Where does "street" appear in the data? Return each line that holds it.

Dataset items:
Content starts

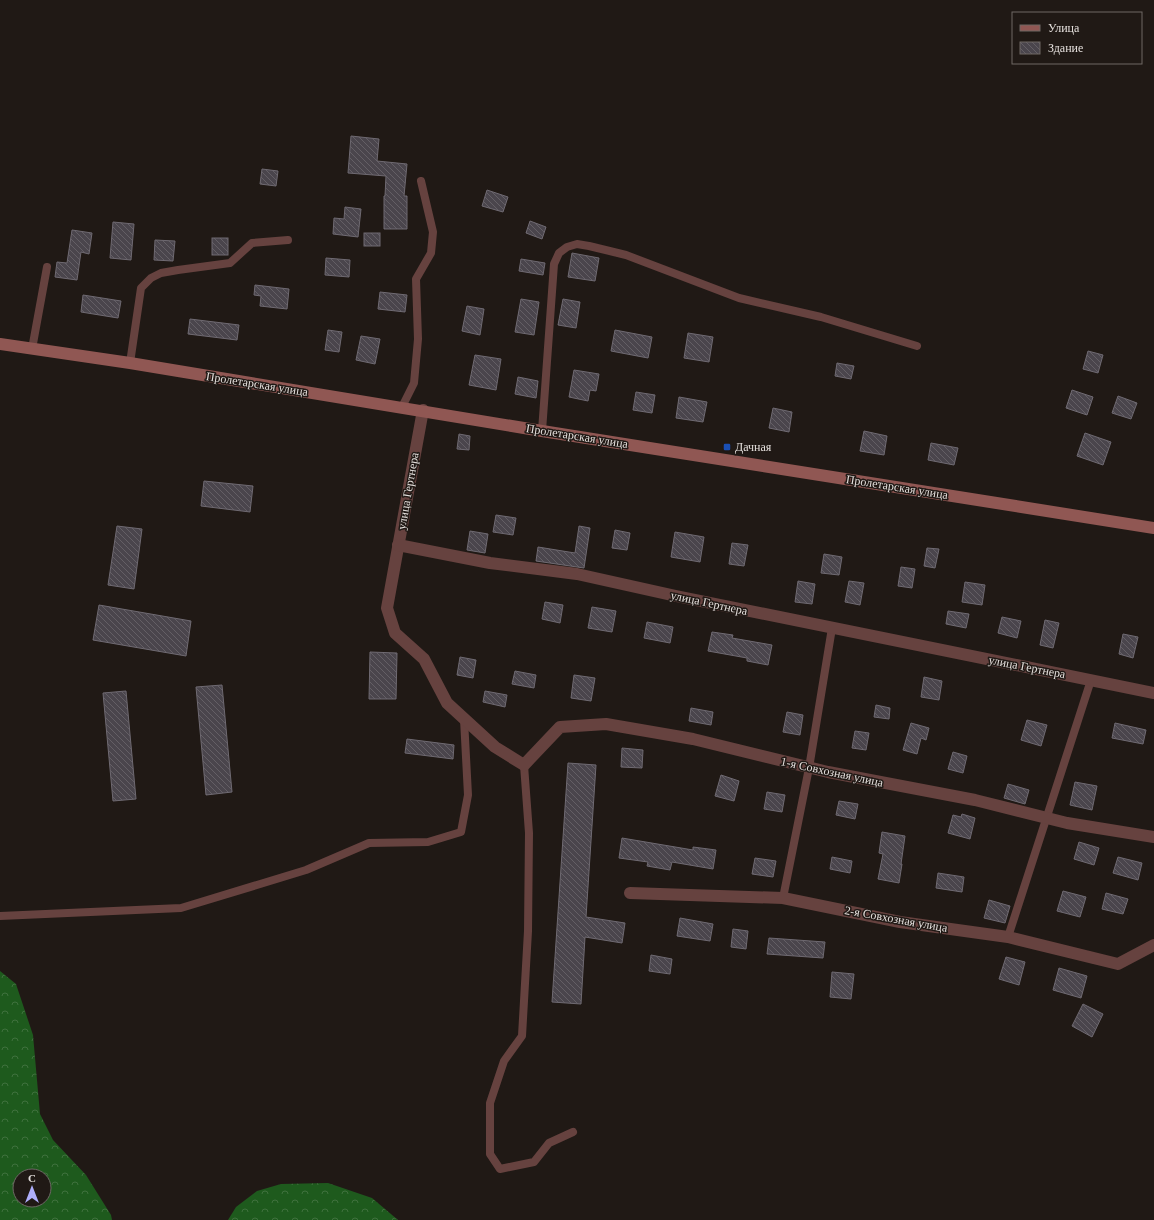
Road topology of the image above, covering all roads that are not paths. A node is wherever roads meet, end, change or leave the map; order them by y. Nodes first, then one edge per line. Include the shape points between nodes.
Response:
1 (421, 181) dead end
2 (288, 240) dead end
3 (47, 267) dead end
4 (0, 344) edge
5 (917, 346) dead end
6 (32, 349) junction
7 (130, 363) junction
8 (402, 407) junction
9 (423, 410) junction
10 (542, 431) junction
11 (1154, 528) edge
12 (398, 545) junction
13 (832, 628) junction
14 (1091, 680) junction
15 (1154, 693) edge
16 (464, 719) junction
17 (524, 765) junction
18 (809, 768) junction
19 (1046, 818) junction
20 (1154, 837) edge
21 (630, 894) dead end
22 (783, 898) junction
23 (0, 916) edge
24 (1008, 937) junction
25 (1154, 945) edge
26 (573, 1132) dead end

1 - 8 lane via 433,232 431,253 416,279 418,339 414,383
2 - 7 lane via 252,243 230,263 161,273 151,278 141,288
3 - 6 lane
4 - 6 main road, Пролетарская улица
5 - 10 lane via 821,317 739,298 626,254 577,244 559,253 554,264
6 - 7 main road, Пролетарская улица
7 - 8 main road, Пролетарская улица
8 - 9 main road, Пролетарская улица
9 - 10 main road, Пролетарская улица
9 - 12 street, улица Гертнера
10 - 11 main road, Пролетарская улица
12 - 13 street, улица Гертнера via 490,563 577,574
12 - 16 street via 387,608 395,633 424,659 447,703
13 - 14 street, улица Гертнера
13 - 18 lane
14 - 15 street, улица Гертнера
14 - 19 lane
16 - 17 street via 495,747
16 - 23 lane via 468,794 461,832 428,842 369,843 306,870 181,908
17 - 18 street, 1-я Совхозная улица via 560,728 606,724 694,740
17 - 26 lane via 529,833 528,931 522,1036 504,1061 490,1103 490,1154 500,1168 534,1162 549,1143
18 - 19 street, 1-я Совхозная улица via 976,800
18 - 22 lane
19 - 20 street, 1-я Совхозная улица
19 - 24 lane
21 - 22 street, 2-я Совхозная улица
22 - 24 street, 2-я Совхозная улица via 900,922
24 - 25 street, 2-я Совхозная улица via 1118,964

Content ends

→ RESULT FOR THIS TASK:
9 - 12 street, улица Гертнера
12 - 13 street, улица Гертнера via 490,563 577,574
12 - 16 street via 387,608 395,633 424,659 447,703
13 - 14 street, улица Гертнера
14 - 15 street, улица Гертнера
16 - 17 street via 495,747
17 - 18 street, 1-я Совхозная улица via 560,728 606,724 694,740
18 - 19 street, 1-я Совхозная улица via 976,800
19 - 20 street, 1-я Совхозная улица
21 - 22 street, 2-я Совхозная улица
22 - 24 street, 2-я Совхозная улица via 900,922
24 - 25 street, 2-я Совхозная улица via 1118,964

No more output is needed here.